Frohe Feiertage und alles Gute für das neue Jahr 2026
Miniatur „Das Weltenei“ aus dem Rupertsberger Scivias-Kodex, Nonnen der Abtei St. Hildegard, nach dem Original von Hildegard von Bingen, verschollenes Original ca. 1175, Handkopie ca. 1930
© Abtei St. Hildegard, Rüdesheim-Eibingen
Wenn Hildegard von Bingen aus einem Fenster ihres Klosters schaute, blickte sie die Flusslandschaften von Rhein und Nahe hinunter, die am Fuß des Rupertsbergs zusammenfließen. Sie sah eine Welt voller Zeichen. Für sie war die Natur keine Ansammlung von Tieren und Pflanzen in sich wandelnden Wetterverhältnissen und Jahreszeiten.
Natur war göttliche Offenbarung. Sie musste entziffert werden. Denn, so Hildegard, „in allen Geschöpfen, das heißt in den Tieren, in den Kriechtieren, in den Flugtieren und in den Fischen, in den Kräutern und in den fruchttragenden Bäumen”, lägen „gewisse verborgene Geheimnisse Gottes”.1
Dem Kosmos mit seinen Planeten und Sternen gab sie die Form eines Eies. Wie ein Dotter schwebt darin die Erde. Die eiförmige Struktur lässt sich vom Heiligen Geist ableiten. Dieser wurde auch schon im 12. Jahrhundert häufig als Taube dargestellt, in Anlehnung an ein Bibelzitat, wonach „der Geist wie eine Taube vom Himmel” herabfährt (Joh. 1,32). Symbolisch bezieht sich das Ei demnach auf die Taubengestalt des Heiligen Geistes, aus dem der Kosmos hervorgeht. Die Spitze weist nach Osten, hin zum himmlischen Jerusalem. In diese Richtung deuten die Sterne und Planeten, zunächst der Mond, dann Venus, Merkur, Sonne, Mars, Jupiter und Saturn.
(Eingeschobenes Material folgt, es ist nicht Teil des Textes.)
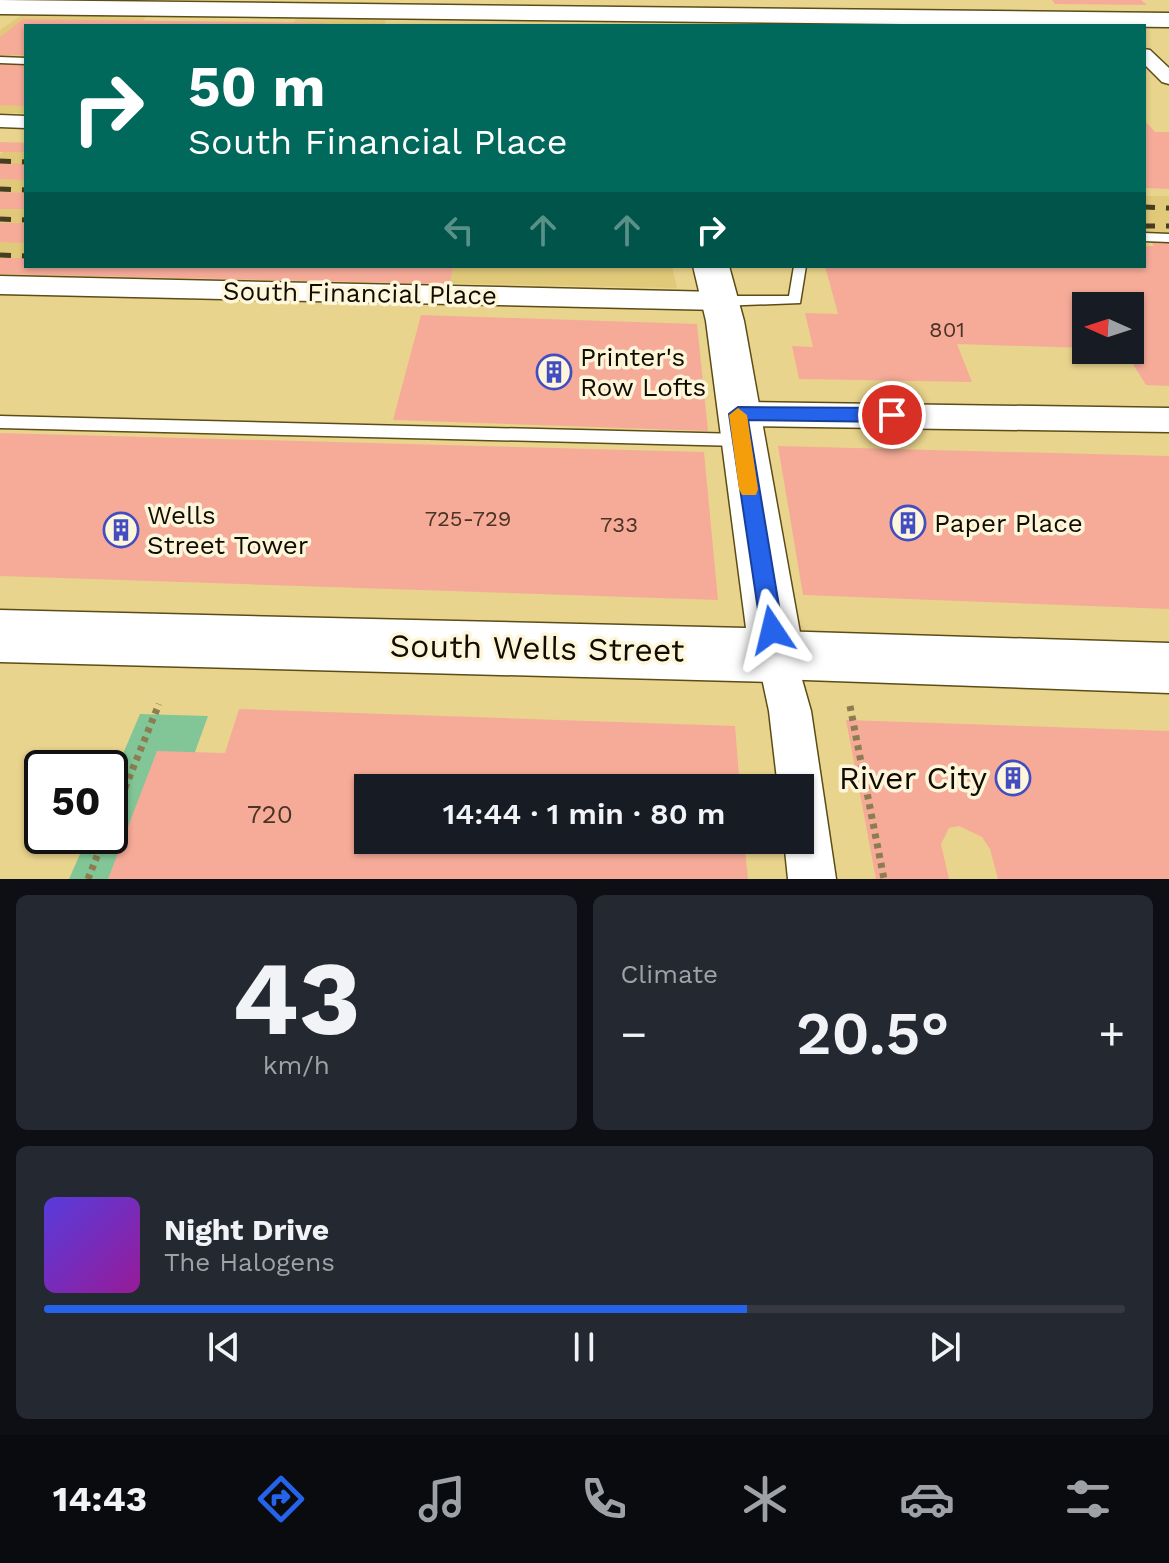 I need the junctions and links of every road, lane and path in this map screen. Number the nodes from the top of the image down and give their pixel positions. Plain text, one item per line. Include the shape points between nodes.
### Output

Das Bild gehört zur Visionsschrift Scivias, ein Titel, für den Hildegard die beiden lateinischen Worte sci und viaszusammenfügte, zu Deutsch „Wisse die Wege”. Für die Abfassung hatte Hildegard als erste Frau in der abendländischen Geschichte die Erlaubnis des Papstes erhalten. Das aufwendige Bildprogramm ließ sie gegen Ende ihres Lebens erstellen. Ihr Kloster verfügte über eine eigene Schreibstube, sodass die Äbtissin, Autorin und Visionärin die dort arbeitenden Nonnen bei der Umsetzung anweisen konnte. Das Original ist seit 1945 verschollen, zuvor waren jedoch eine exakte farbige manuelle Kopie sowie Schwarzweißfotografien angefertigt worden.2 […]
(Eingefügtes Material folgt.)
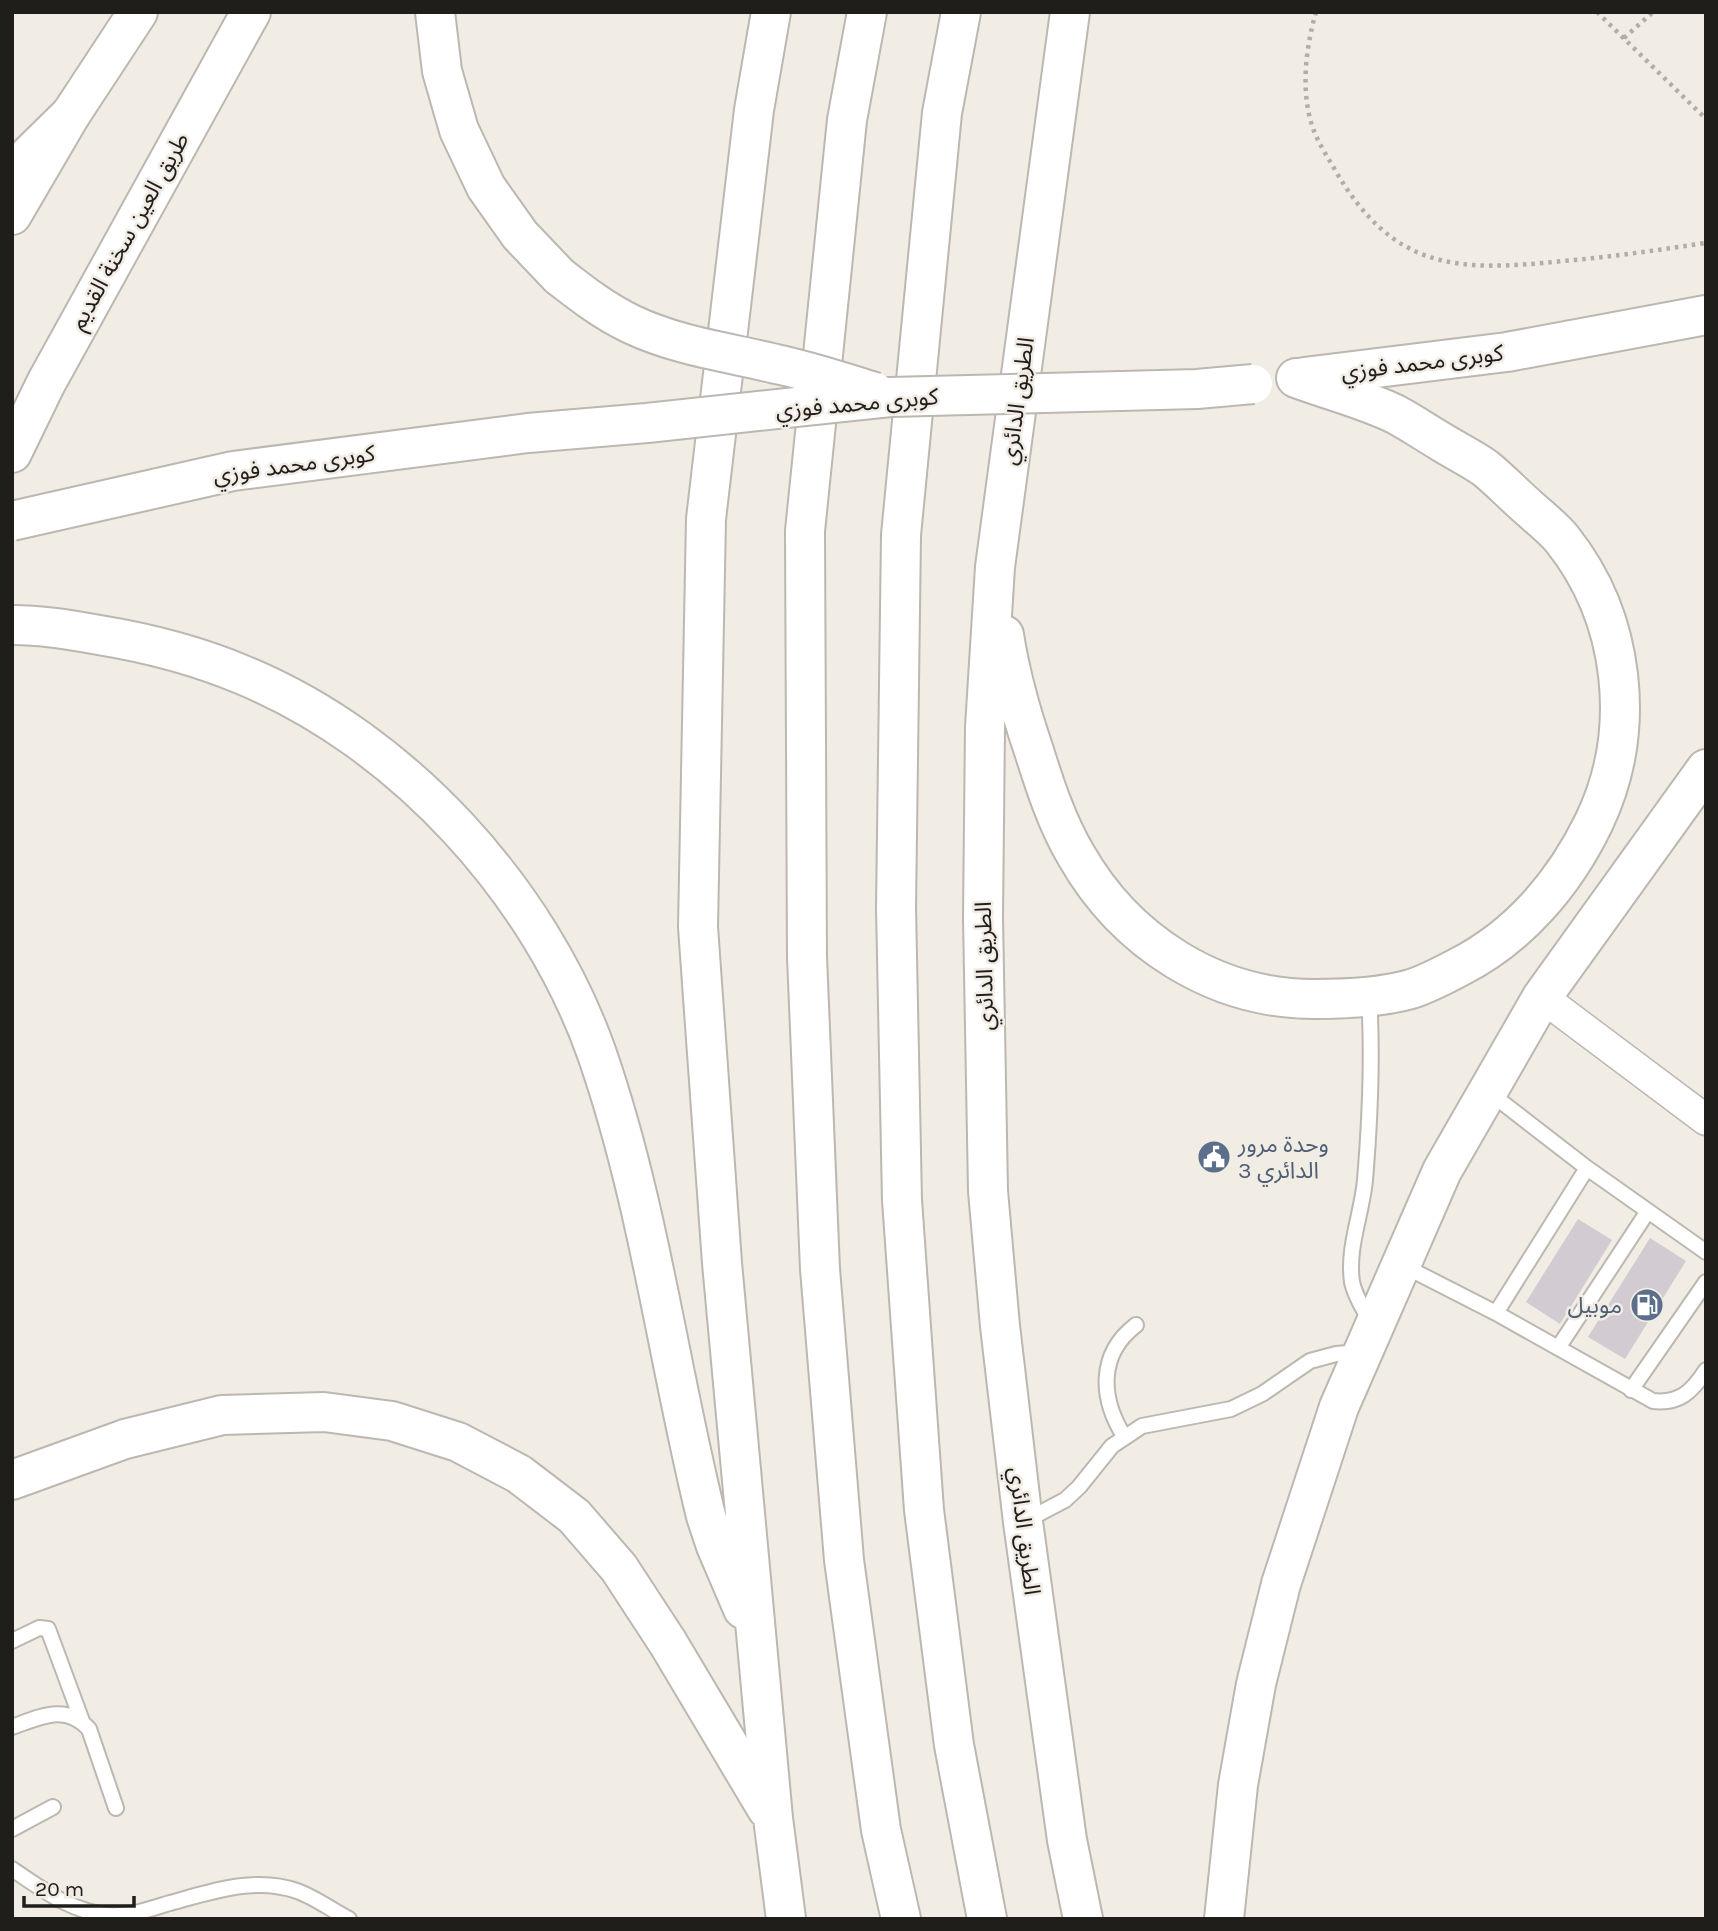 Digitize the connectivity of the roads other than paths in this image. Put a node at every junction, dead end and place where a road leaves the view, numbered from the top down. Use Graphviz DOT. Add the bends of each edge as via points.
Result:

Dieser Text von Julia Voss ist ein Auszug aus „Natur und deutsche Geschichte. Im Spannungsfeld von Glaube, Biologie und Macht”, dem Begleitband zur gleichnamigen Ausstellung im Deutschen Historischen Museum. In der Ausstellung ist die Miniatur „Weltenei” vergrößert noch bis zum 7. Juni 2026 zu sehen.
Mehr Infos zur Ausstellung und dem Begleitband:
1 Hildegard von Bingen, Heilkraft der Natur. Physica. Das Buch von dem inneren Wesen der verschiedenen Naturen der Geschöpfe, hrsg. von der Basler Hildegard-Gesellschaft, Augsburg 1991, S. 7. Die Überlieferungsgeschichte der heilkundlichen Schriften ist verwickelt. Die Frage, welche Teile davon gesichert Hildegard von Bingen zugeschrieben werden können, ist daher wissenschaftlich nicht abschließend geklärt. Vgl. Wallis 2021.
2 Zur Schreibstube auf dem Rupertsberg vgl. Fassler 2023 sowie Fassler 2024, S. 25.